Das ist ein betrübliches Zeichen zum 20. Jahrestag der deutschen Fußball-Vereinigung, sie wird am 21. November in Leipzig begangen. Moldenhauer spricht dennoch von einer „Erfolgsgeschichte“, er macht sie fest an der „großen Leistung, 4600 Betriebssportgemeinschaften in Vereine umzuwandeln“, an der Sportschule Kienbaum bei Berlin, „der modernsten in ganz Deutschland“ und an den „92 Leistungsstützpunkten, 15 sportbetonten Schulen und neun DFB-Eliteschulen, die wir im Osten haben“.

Und natürlich an Matthias Sammer.

Der Querkopf aus Sachsen hat es immerhin geschafft, als Sportdirektor im zuvor breitensportlich orientierten DFB das in der DDR gepflegte Denken der Elitenförderung mehrheitsfähig zu machen. Sammer sagt, er wolle die Zeit in der DDR nicht missen. Die Kinder- und Jugendsportschulen hält er immer noch für vorbildlich, und auch die zentrale Organisation des Sports habe einiges für sich gehabt. Und in den Pleiten vieler früherer Oberligaklubs sehe er ohnehin nur bedingt ein Ost-West-Problem. „Union Berlin, Cottbus und Aue haben doch heute das solide Potenzial von 1990, auch wenn es nicht ganz für die Spitze reicht“, sagt Sammer, und dass Klubs wie Hansa Rostock und Dynamo Dresden heute in der dritten Liga spielen, „hat doch 20 Jahre danach nichts mehr mit der Wiedervereinigung zu tun“.
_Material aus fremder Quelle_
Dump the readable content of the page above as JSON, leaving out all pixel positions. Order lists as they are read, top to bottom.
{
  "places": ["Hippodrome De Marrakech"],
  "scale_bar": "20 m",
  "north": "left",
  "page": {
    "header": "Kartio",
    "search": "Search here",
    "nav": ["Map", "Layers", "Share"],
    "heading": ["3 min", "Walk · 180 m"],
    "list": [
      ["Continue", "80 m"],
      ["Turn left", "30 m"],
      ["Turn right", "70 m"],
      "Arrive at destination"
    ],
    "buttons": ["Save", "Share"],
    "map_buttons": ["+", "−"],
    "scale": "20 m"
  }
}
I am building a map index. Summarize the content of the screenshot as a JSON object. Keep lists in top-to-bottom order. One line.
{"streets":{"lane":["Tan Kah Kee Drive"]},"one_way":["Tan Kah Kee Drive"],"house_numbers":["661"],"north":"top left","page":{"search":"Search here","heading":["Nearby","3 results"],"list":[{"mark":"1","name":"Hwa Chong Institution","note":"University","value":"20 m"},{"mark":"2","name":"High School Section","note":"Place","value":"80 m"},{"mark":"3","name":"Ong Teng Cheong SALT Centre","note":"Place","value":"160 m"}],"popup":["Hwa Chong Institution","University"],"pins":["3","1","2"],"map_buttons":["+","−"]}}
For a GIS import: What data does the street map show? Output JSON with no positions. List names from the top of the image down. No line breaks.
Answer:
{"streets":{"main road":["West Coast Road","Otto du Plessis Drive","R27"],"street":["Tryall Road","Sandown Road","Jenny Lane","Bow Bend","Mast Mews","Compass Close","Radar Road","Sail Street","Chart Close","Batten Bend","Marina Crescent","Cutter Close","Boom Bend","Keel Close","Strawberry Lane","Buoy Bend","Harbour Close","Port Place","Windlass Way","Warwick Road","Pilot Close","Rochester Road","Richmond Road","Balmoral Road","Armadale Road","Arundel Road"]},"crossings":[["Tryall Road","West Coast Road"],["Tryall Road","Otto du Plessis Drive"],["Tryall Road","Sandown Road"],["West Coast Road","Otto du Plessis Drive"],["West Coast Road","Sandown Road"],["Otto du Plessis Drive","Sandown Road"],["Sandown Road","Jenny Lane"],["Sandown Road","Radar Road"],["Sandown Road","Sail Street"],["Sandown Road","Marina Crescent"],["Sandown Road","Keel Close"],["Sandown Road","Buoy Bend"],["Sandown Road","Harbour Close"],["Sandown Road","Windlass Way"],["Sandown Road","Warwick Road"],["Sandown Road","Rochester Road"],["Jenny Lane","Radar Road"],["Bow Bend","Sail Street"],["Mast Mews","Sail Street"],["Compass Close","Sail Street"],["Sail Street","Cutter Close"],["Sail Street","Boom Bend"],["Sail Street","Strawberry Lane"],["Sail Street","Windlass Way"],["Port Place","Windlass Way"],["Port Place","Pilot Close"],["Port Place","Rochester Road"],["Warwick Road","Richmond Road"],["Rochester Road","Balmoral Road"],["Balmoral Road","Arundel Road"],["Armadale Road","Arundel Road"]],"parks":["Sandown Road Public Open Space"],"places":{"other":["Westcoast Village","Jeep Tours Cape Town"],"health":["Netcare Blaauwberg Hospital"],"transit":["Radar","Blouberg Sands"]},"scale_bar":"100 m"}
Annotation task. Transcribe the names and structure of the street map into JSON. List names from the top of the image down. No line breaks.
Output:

In Dresden ist Sammer nur noch gelegentlich zu Gast, aber das reicht, um einen Überblick zu bekommen über das, was schief gelaufen ist im Osten. Der aus Hessen zugereiste Bauunternehmer Rolf-Jürgen Otto habe bei Dynamo ein Chaos hinterlassen, „an dem hat der Verein bis heute zu knabbern, was seine Struktur und Satzung betrifft, aber auch das Verhältnis zur Stadt Dresden“. Dynamo hält sich seit Jahren mehr schlecht als recht in der Drittklassigkeit, und es gibt wohl keinen Anderen im Westen Deutschlands, den das so sehr schmerzt wie den Neu-Münchner Matthias Sammer, der 1990 die letzten zwei Länderspieltore für die DDR schoss.